To allow the DOH to respond to these claims, Outrage Magazine repeatedly reached out to the government body. Upon calling the media relations unit (at +63 2 651-7800 loc. 1126), we were turned over to the office of Dr. Gerard Belimac (+63 2 651-7800 locs. 2355, 2352, 2354). Five attempts were made to speak with Belimac or any other authority in his office, but he has been unavailable at those five times; and even after leaving requests for a statement from him on the ARV shortage, as of press time, the publication has not heard back.
As this is a continuing story, coordination will continue to – eventually hopefully – extensively hear from the DOH on this issue.
The DOH statement also stated that it is “working closely with our suppliers to ensure that there are no gaps in our supply chain. In fact, we are waiting for deliveries of an additional 12,375 bottles of Nevirapine good for another three months and 7,024 bottles of Lamivudine/Tenofovir good for another two months.”
The DOH also claimed that it is continuing to explore “for more partners in providing excellent support for Filipinos living with HIV-AIDS and in ending the deadly disease.”
As if wanting to pacify the complaining PLHIVs, the DOH statement transferred to responsibility to “HIV doctors to explore possible options”, or visit Facebook page (PLHIV Response Center) or email email@example.com. Note the use of a gmail account for a body with millions in budget.
No investigations on where the errors in the supply chain is happening so that these can be fixed is forthcoming.

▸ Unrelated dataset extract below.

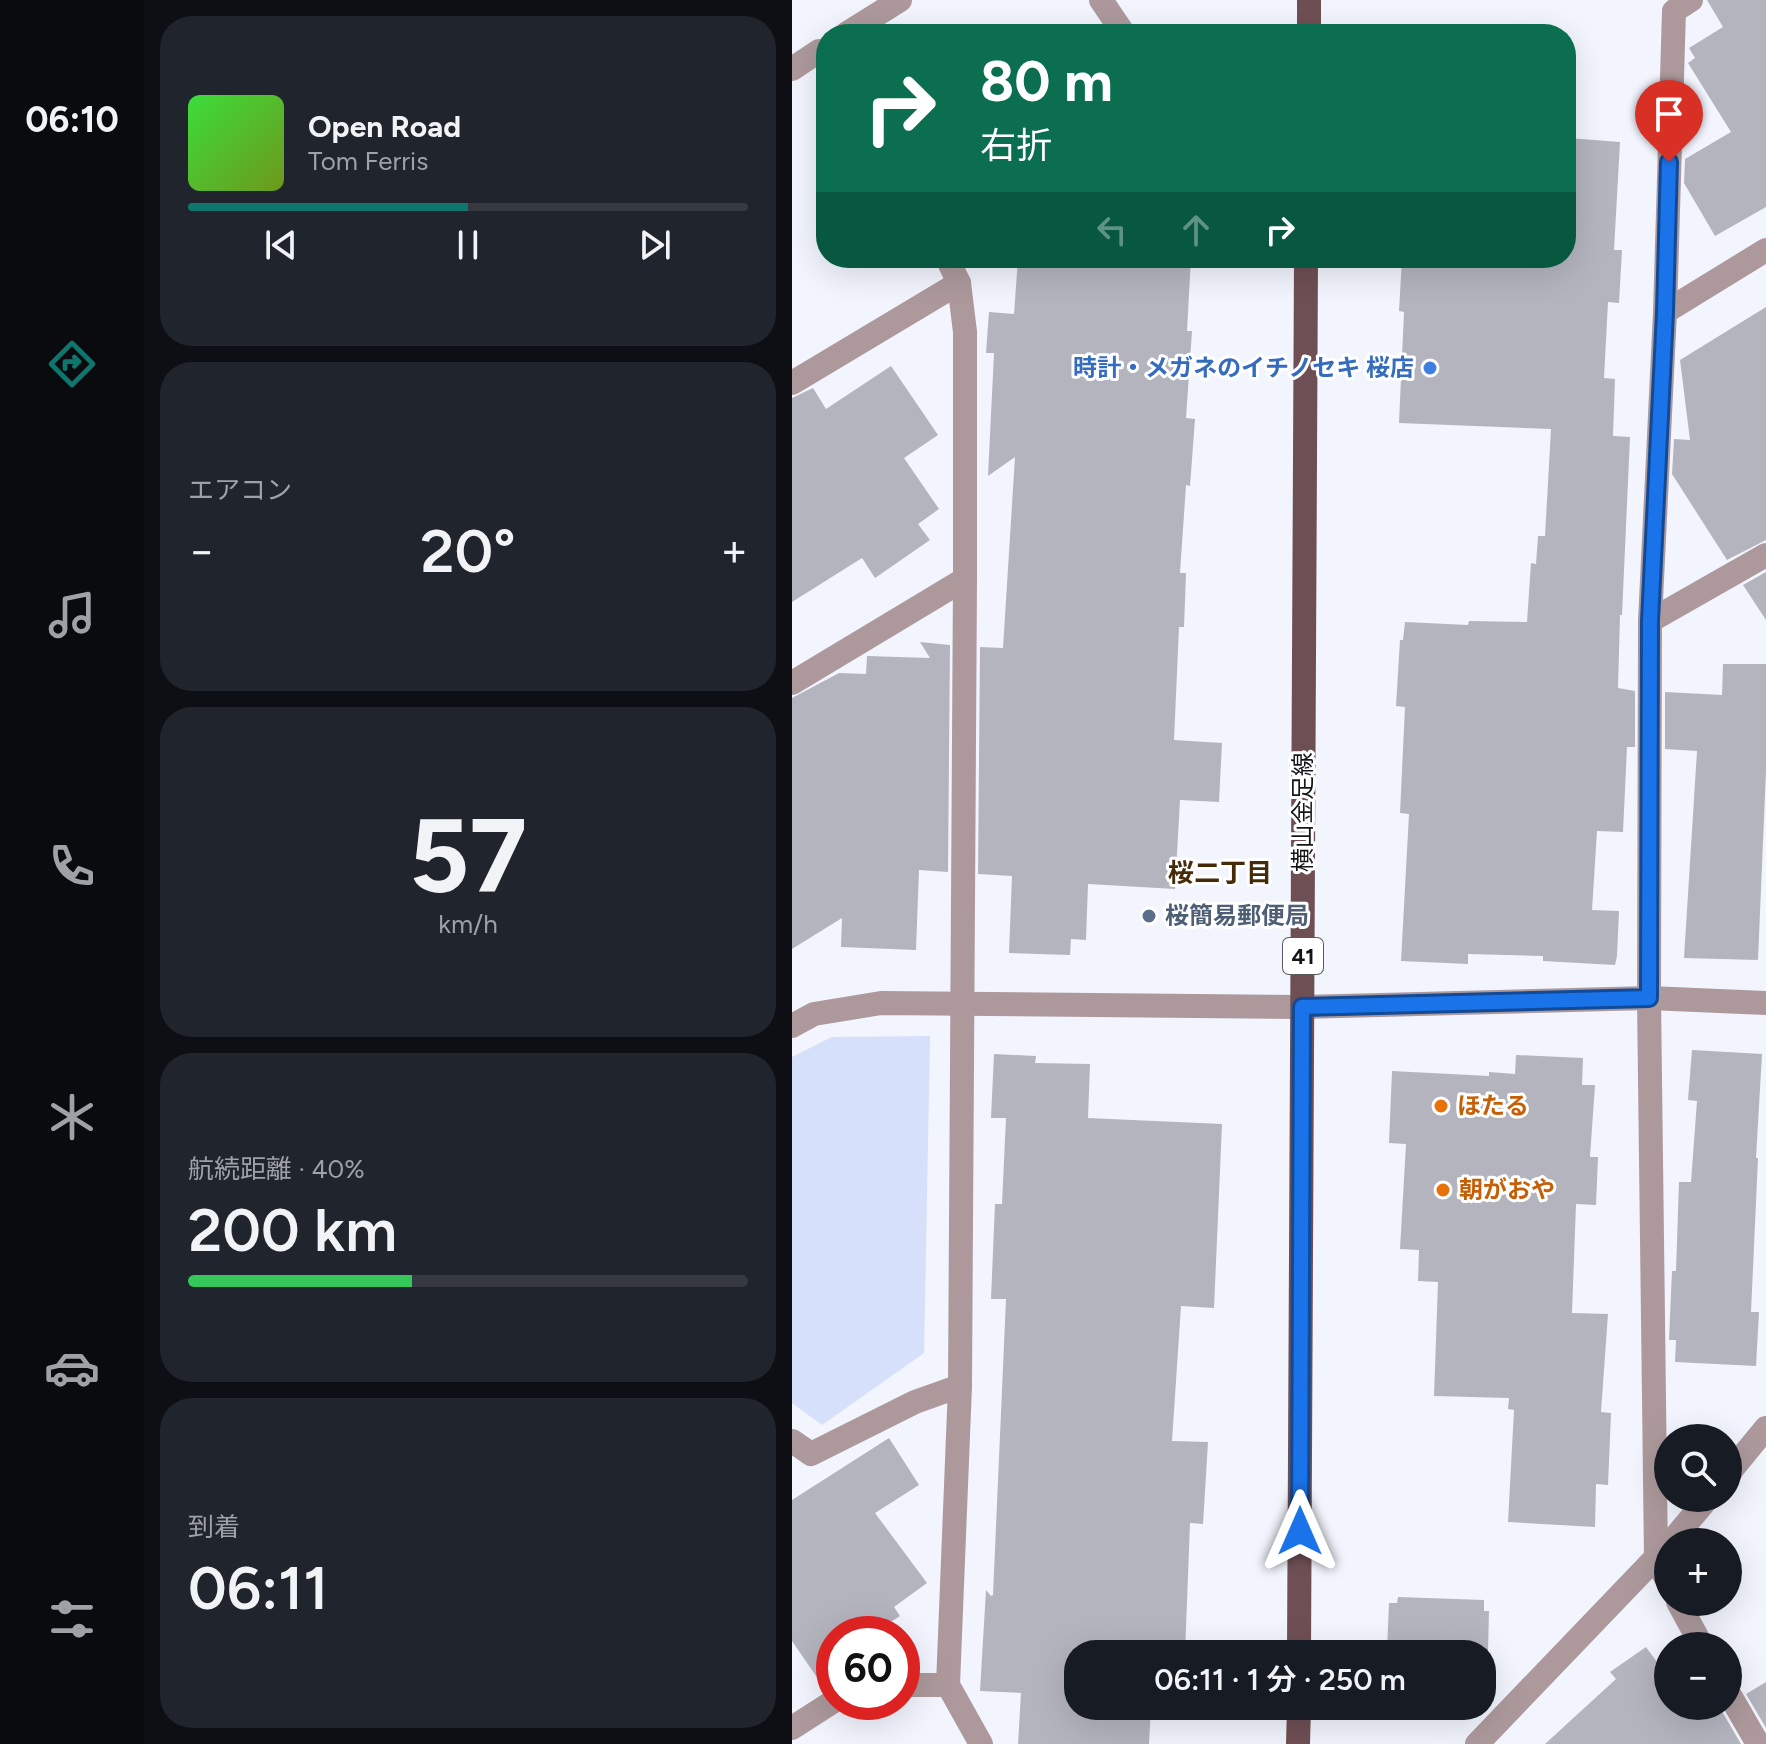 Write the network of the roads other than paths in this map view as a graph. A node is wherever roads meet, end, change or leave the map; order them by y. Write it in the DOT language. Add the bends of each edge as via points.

No one being held accountable here.
THE NEED TO GO BEYOND LIP SERVICE
Incidentally, Article V, Sec. 33 of the newly signed HIV law states: “The DOH shall establish a program that will provide free and accessible ART and medication for opportunistic infections to all PLHIVs who are enrolled in the program… A manual of procedures for management of PLHIV shall be developed by the DOH.”
The IRR is not even there yet, but this mandate to provide life-saving meds is now already cast in doubt.
Xander – who only had a refill of his ARVs – said that many like him who posted about this issue online were told to stop doing so “because we are supposedly creating panic among PLHIVs.”
He now says that people who cover up this issue are “as worse as those paid to work on this issue. Because if you go to the HIV community, we’ve long lived with worrying that our meds may not be given us at any moment. If some people think complaining about this is wrong, then they shouldn’t be in HIV advocacy, but work as PR people of those failing to do their jobs.”
In the end, “this needs to be resolved fast. Enough with discussing semantics on what we’re having is a shortage or a stockout; the fact remains that there are PLHIVs not getting their supplies. Lives are at stake. So supply the ARVs; now.”